===== Input data

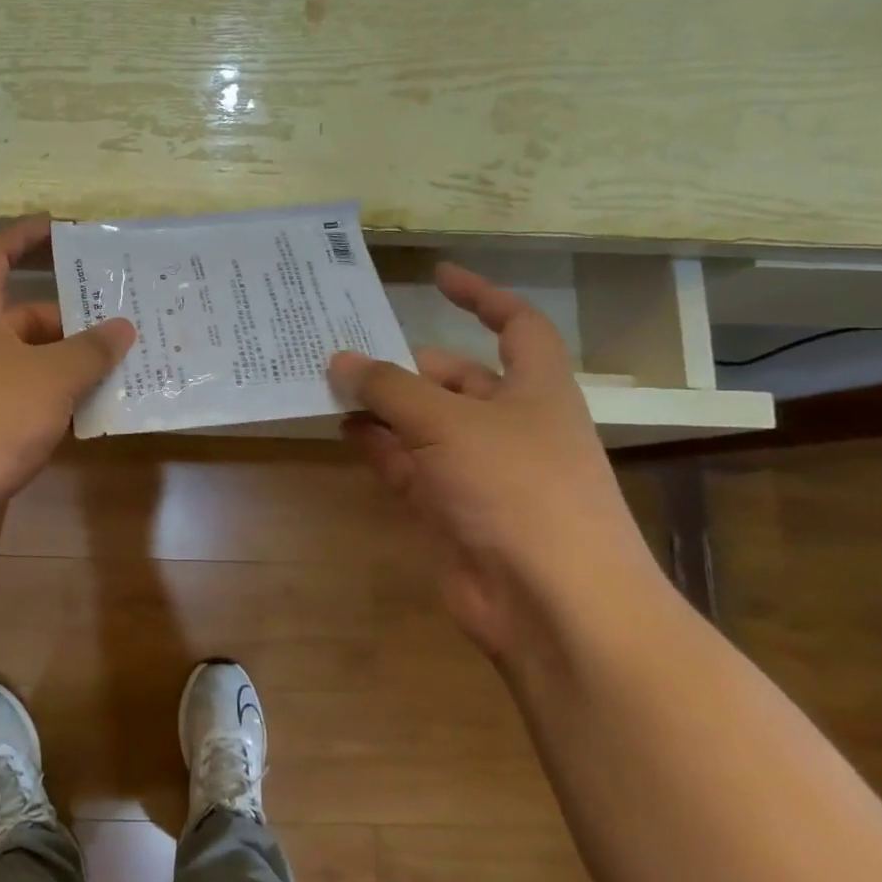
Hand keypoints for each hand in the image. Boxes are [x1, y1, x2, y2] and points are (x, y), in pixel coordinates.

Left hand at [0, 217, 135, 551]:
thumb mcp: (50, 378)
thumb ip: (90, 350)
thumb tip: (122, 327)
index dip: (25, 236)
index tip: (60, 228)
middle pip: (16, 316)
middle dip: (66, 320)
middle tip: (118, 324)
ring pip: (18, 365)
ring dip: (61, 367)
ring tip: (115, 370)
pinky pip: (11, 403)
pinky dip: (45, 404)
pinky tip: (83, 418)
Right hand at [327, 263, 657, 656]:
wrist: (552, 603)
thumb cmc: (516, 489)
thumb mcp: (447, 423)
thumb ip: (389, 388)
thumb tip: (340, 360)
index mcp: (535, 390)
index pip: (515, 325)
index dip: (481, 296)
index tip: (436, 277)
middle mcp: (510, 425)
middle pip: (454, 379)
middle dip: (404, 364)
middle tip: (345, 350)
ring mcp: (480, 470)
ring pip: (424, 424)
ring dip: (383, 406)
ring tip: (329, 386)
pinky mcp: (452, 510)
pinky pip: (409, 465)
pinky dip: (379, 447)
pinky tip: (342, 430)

==========
===== Input data

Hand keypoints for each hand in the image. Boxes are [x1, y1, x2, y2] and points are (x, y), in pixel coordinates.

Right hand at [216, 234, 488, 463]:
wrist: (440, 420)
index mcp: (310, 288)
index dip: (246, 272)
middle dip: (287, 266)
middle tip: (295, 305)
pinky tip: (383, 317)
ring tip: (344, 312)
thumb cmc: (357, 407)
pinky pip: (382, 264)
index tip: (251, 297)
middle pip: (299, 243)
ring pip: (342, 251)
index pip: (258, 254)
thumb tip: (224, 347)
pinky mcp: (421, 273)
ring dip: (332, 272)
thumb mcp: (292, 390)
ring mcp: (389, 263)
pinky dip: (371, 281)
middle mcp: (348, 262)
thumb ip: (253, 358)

==========

Required action
Return only those lines of the records that contain the string "thumb".

Written answer
thumb mcp: (50, 378)
thumb ip: (90, 350)
thumb tip: (122, 327)
thumb cmc: (516, 489)
thumb mcp: (447, 423)
thumb ip: (389, 388)
thumb tip: (340, 360)
thumb cmc: (357, 407)
thumb tip: (224, 347)
thumb mcp: (292, 390)
thumb ip: (253, 358)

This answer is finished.